Just a little bit of searching (honestly, it was the first stackoverflow post for me), reminded me of a type of link I had forgotten: javascript:

javascript:alert(1);
#produced result
<a id="backLink" href="javascript:alert(1);">Back</a> 

This, when clicking the button causes the alert() popup window and successfully marks the lab as solved.
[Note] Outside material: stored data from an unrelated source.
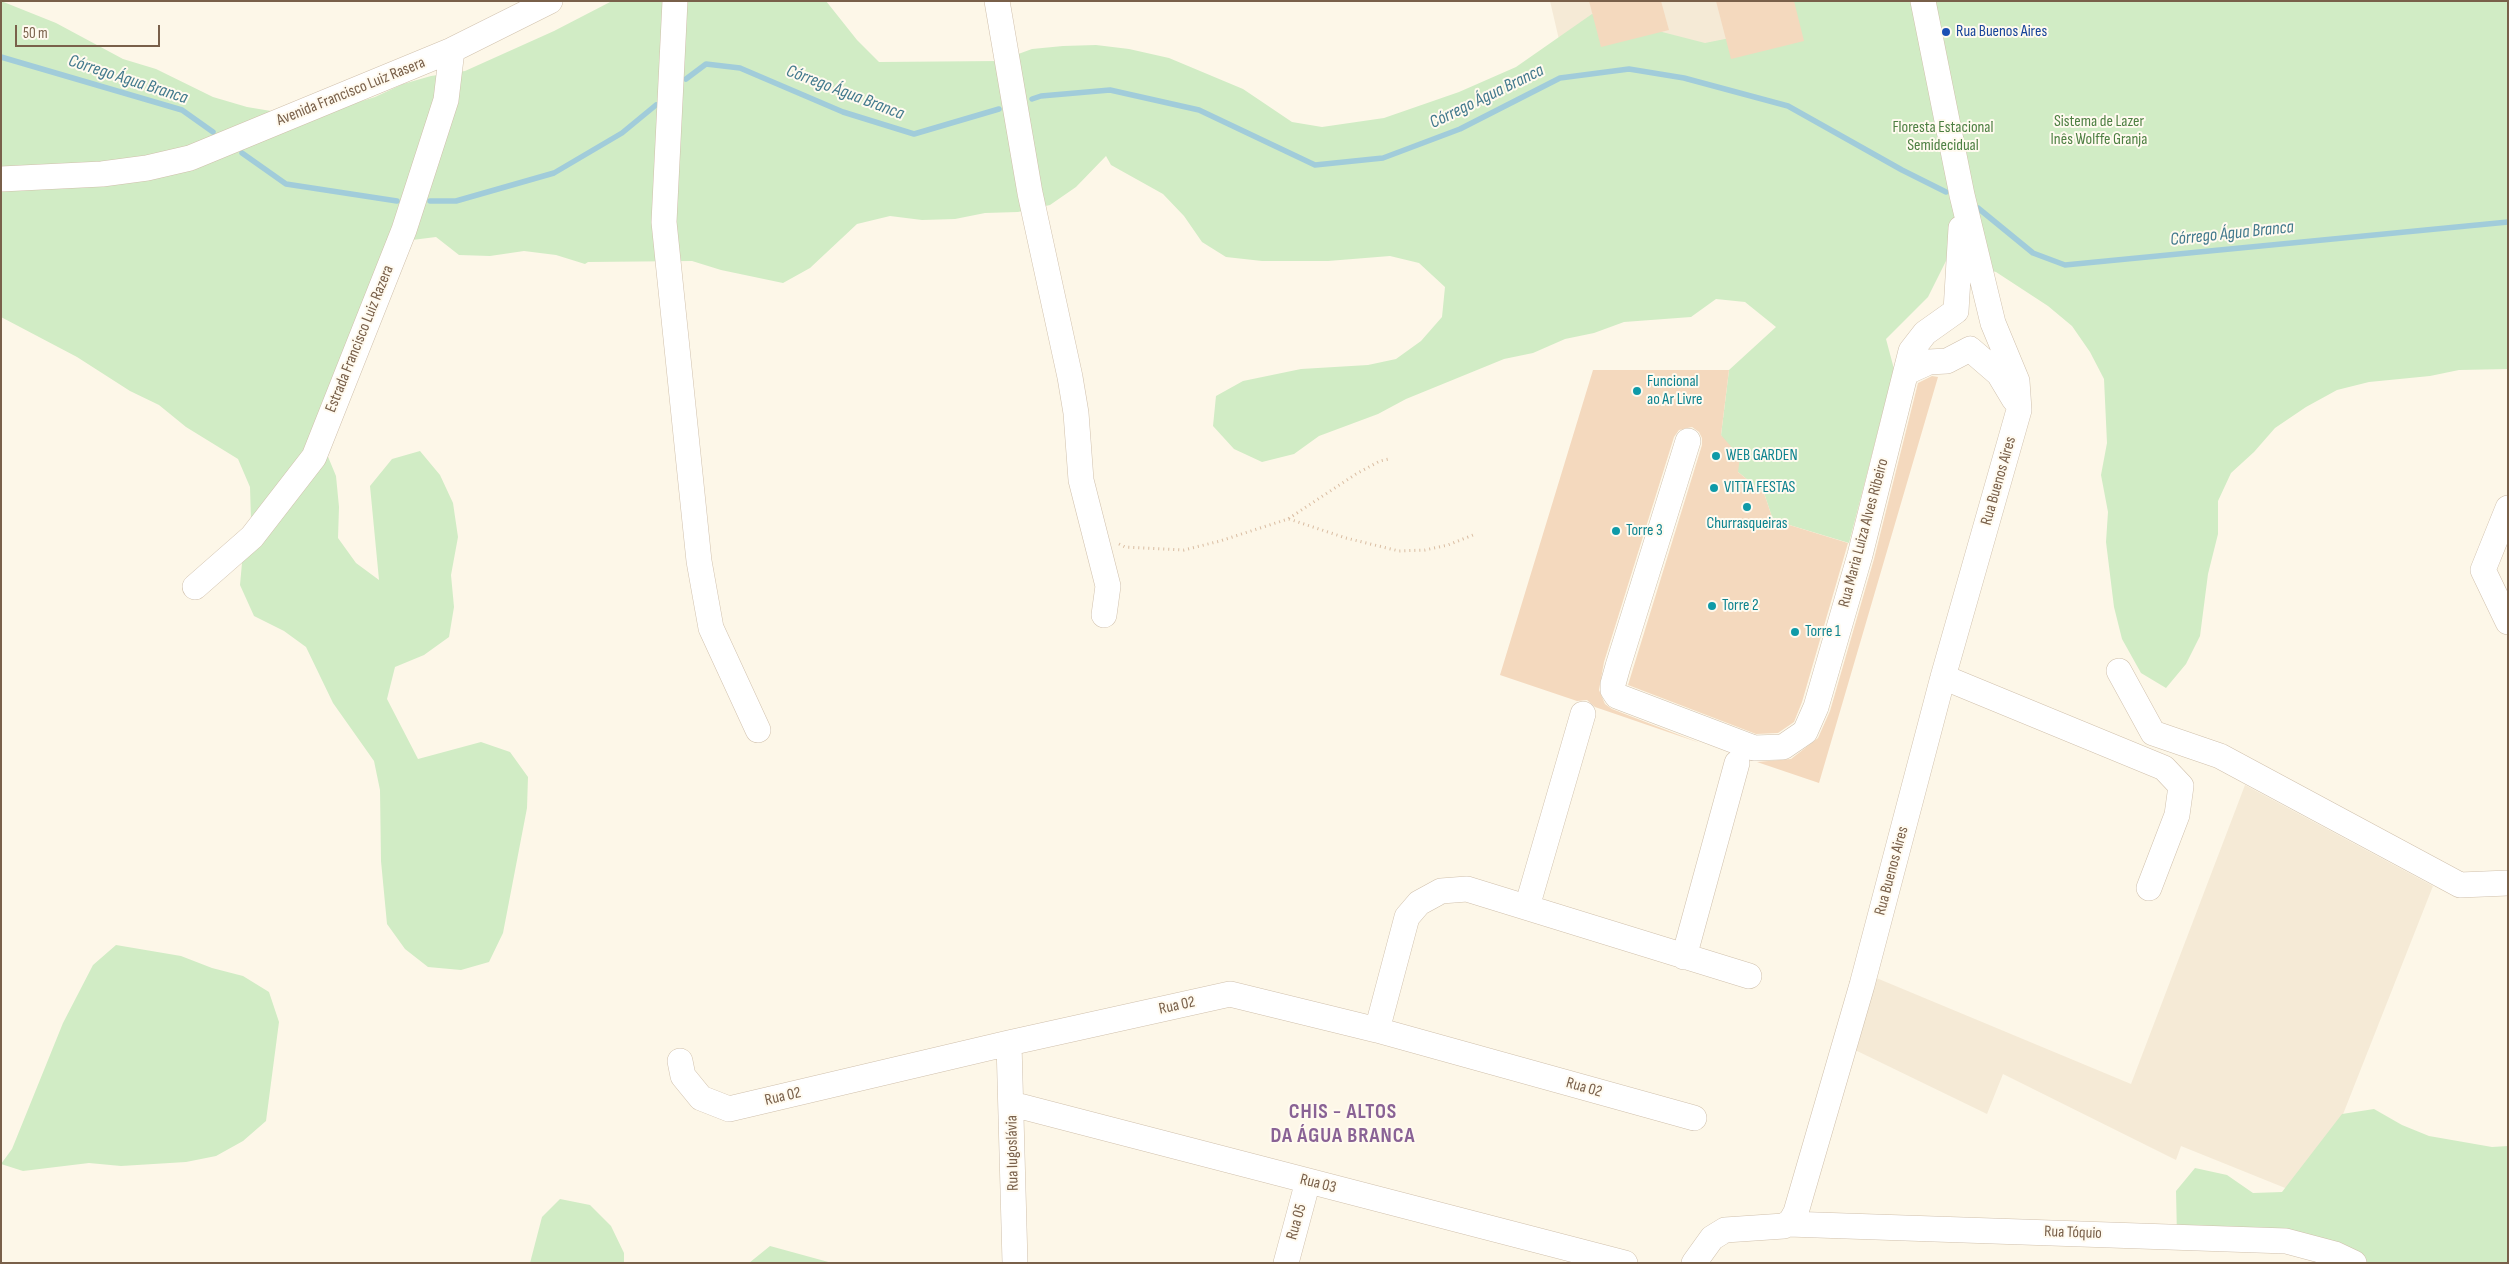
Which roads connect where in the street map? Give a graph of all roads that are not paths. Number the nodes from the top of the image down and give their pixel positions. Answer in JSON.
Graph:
{"nodes":[{"id":1,"x":550,"y":1,"type":"edge"},
{"id":2,"x":676,"y":1,"type":"edge"},
{"id":3,"x":997,"y":1,"type":"edge"},
{"id":4,"x":1922,"y":1,"type":"edge"},
{"id":5,"x":452,"y":50,"type":"junction"},
{"id":6,"x":1,"y":179,"type":"edge"},
{"id":7,"x":1962,"y":195,"type":"junction"},
{"id":8,"x":1956,"y":310,"type":"junction"},
{"id":9,"x":1993,"y":323,"type":"junction"},
{"id":10,"x":1970,"y":349,"type":"junction"},
{"id":11,"x":1907,"y":372,"type":"junction"},
{"id":12,"x":2019,"y":410,"type":"junction"},
{"id":13,"x":1688,"y":441,"type":"dead end"},
{"id":14,"x":2508,"y":508,"type":"edge"},
{"id":15,"x":195,"y":587,"type":"dead end"},
{"id":16,"x":1104,"y":615,"type":"dead end"},
{"id":17,"x":2508,"y":622,"type":"edge"},
{"id":18,"x":2119,"y":671,"type":"dead end"},
{"id":19,"x":1943,"y":677,"type":"junction"},
{"id":20,"x":1583,"y":714,"type":"dead end"},
{"id":21,"x":758,"y":730,"type":"dead end"},
{"id":22,"x":1737,"y":763,"type":"dead end"},
{"id":23,"x":2508,"y":883,"type":"edge"},
{"id":24,"x":2149,"y":888,"type":"dead end"},
{"id":25,"x":1527,"y":907,"type":"junction"},
{"id":26,"x":1684,"y":957,"type":"junction"},
{"id":27,"x":1749,"y":976,"type":"dead end"},
{"id":28,"x":1377,"y":1030,"type":"junction"},
{"id":29,"x":1009,"y":1043,"type":"junction"},
{"id":30,"x":680,"y":1062,"type":"dead end"},
{"id":31,"x":1012,"y":1104,"type":"junction"},
{"id":32,"x":1694,"y":1118,"type":"dead end"},
{"id":33,"x":1308,"y":1182,"type":"junction"},
{"id":34,"x":1788,"y":1224,"type":"junction"},
{"id":35,"x":1015,"y":1263,"type":"edge"},
{"id":36,"x":1286,"y":1263,"type":"edge"},
{"id":37,"x":1625,"y":1263,"type":"edge"},
{"id":38,"x":1694,"y":1263,"type":"edge"},
{"id":39,"x":2354,"y":1263,"type":"edge"}],
"edges":[{"from":1,"to":5,"type":"street","name":"Avenida Francisco Luiz Rasera"},
{"from":2,"to":21,"type":"street"},
{"from":3,"to":16,"type":"street"},
{"from":4,"to":7,"type":"street","name":"Rua Buenos Aires"},
{"from":5,"to":6,"type":"street","name":"Avenida Francisco Luiz Rasera"},
{"from":5,"to":15,"type":"street","name":"Estrada Francisco Luiz Razera"},
{"from":7,"to":8,"type":"street","name":"Rua Buenos Aires"},
{"from":7,"to":9,"type":"street","name":"Rua Buenos Aires"},
{"from":8,"to":9,"type":"street","name":"Rua Buenos Aires"},
{"from":8,"to":10,"type":"street","name":"Rua Buenos Aires"},
{"from":8,"to":11,"type":"street","name":"Rua Buenos Aires"},
{"from":9,"to":10,"type":"street"},
{"from":9,"to":12,"type":"street","name":"Rua Buenos Aires"},
{"from":10,"to":11,"type":"street"},
{"from":10,"to":12,"type":"street","name":"Rua Buenos Aires"},
{"from":11,"to":13,"type":"street","name":"Rua Maria Luiza Alves Ribeiro"},
{"from":12,"to":19,"type":"street","name":"Rua Buenos Aires"},
{"from":14,"to":17,"type":"street"},
{"from":18,"to":23,"type":"street"},
{"from":19,"to":24,"type":"street"},
{"from":19,"to":34,"type":"street","name":"Rua Buenos Aires"},
{"from":20,"to":25,"type":"street"},
{"from":22,"to":26,"type":"street"},
{"from":25,"to":26,"type":"street"},
{"from":25,"to":28,"type":"street"},
{"from":26,"to":27,"type":"street"},
{"from":28,"to":29,"type":"street","name":"Rua 02"},
{"from":28,"to":32,"type":"street","name":"Rua 02"},
{"from":29,"to":30,"type":"street","name":"Rua 02"},
{"from":29,"to":31,"type":"street","name":"Rua Iugoslávia"},
{"from":31,"to":33,"type":"street","name":"Rua 03"},
{"from":31,"to":35,"type":"street","name":"Rua Iugoslávia"},
{"from":33,"to":36,"type":"street","name":"Rua 05"},
{"from":33,"to":37,"type":"street","name":"Rua 03"},
{"from":34,"to":38,"type":"street"},
{"from":34,"to":39,"type":"street","name":"Rua Tóquio"}]}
In the website’s home page there is this interesting js snippet:

$(window).on('hashchange', function(){
    var post = $('section.blog-list h2:contains(' + decodeURIComponent(window.location.hash.slice(1)) + ')');
    if (post) post.get(0).scrollIntoView();
});

Not knowing JavaScript, but barely understanding through transferring whatever I could from other languages, this snippet had some work for me:

• What is a hashchange event:
  • If you have ever seen anchors in urls (the snippets starting with # - feel free to click on a section title in this post and check the url) you know the entry point
  • A hashchange event occurs when that parameter changes
• What is $() in general? It is a selector (source)
  • Searching in StackOverflow, we see that we can add a , to use multiple selectors (even though I am not sure how this could help for the time being, since it will only get fed into a scrollIntoView())
• What exactly does slice(1) do? It returns the string from index 1 to the end, effectively removing #.

Getting back to the lab: using links of the following form allows to find the post with that word, and move the screen to that.

https://0aa700fb03d82670856aa9f50084000f.web-security-academy.net/#Reverse
https://0aa700fb03d82670856aa9f50084000f.web-security-academy.net/#Watching
https://0aa700fb03d82670856aa9f50084000f.web-security-academy.net/#Speak

Now that we know what it does, how can we escape from it? My naive payload does not work, since decodeURIComponent obviously returns a string and does not just make a substitution.

# what I inserted
/#')');alert(1); //
# what I hoped for
var post = $('section.blog-list h2:contains(' + ')'); alert(1)// + ')');

Searching for hashchange XSS seems to only include results related to this lab … :(

Maybe take advantage of the available web server, so that it calls that one instead?

After tinkering for some time, I viewed the solution. It seems silly to me, because I can not understand how this would not work on any website. I mean, as far as I can see it does not take advantage of hashchange at all, just inserts faulty code at the end of the web page.

I think I’m missing something so, that’s enough labs for today, time for some research and theory.